# le jour de la Saint Juste



## therealradish

Ciao a tutti,
nel dialogo di questo film tra madre e figlia:
- Je peux aller avec Thomas chez son copain ce soir?
- Il t'a invitée?
- Non mais comme ça tu seras plus tranquille avec papa pour ton anniversaire de mariage.
- Comment tu sai ça?
- Mais c'est le jour de Saint Juste, on est la Saint Juste. 

Forse la mia è più una domanda culturale. La ragazza dice che i genitori festeggiano l'anniversario di matrimonio il giorno di Saint Juste: in Francia è una ricorrenza particolare?

Grazie


----------



## sterrenzio

Non ho trovato nulla in rete.
Magari è il santo patrono del paese dove si svolge la scena?


----------



## therealradish

Nemmeno io ho trovato nulla, volevo vedere se qualcuno aveva qualche idea in più.
Grazie comunque.


----------



## DearPrudence

La *Saint Juste* ne m'évoque absolument rien.
Mais en France, nous fêtons les Saints.
Par exemple, ma grand-mère est née le jour de la Sainte Jacqueline.
Et le 8 février, c'est la Sainte Jacqueline, il faut donc dire "bonne fête, Jacqueline" à toutes les Jacqueline que l'on connaît.

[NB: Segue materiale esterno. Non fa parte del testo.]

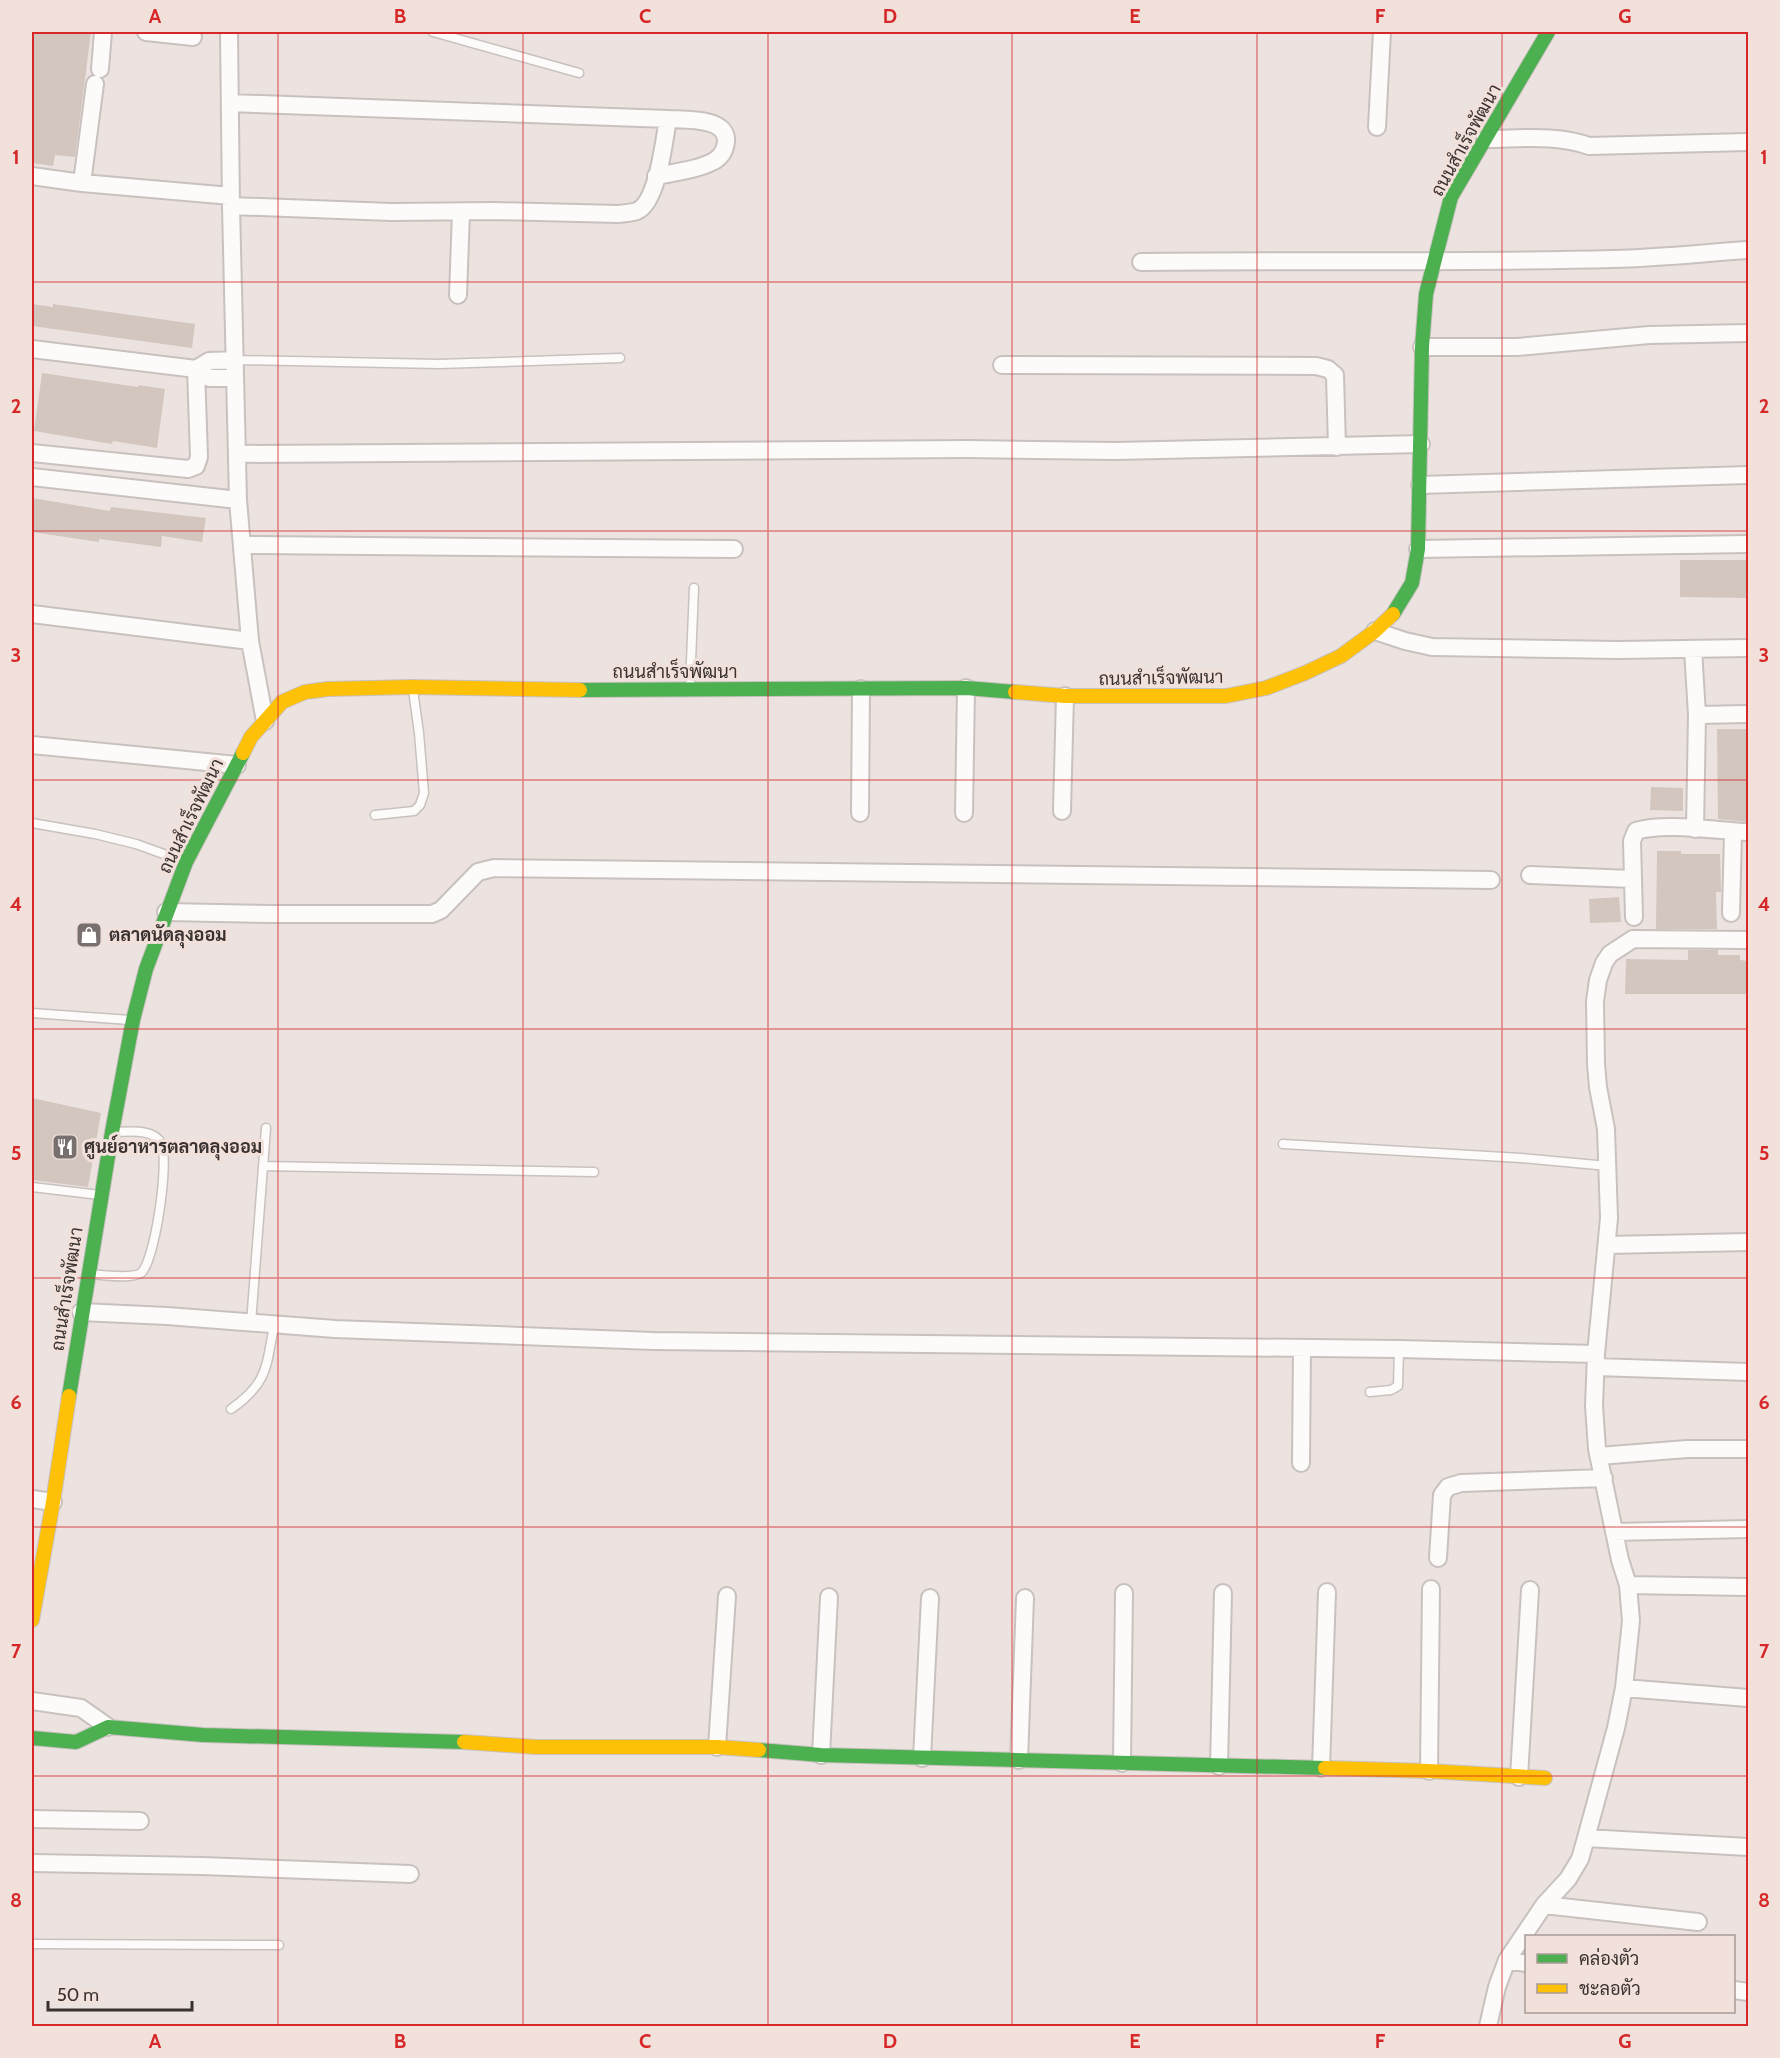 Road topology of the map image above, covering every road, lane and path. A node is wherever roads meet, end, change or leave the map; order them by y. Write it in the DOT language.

C'est peut-être la même chose ici. La fille sait juste que l'anniversaire de ses parents tombent la Saint Juste, qui, apparemment, est le 14 octobre.

Mais peut-être que des Français plus attachés aux traditions auront une meilleure explication


----------



## therealradish

Grazie per la precisazione!


----------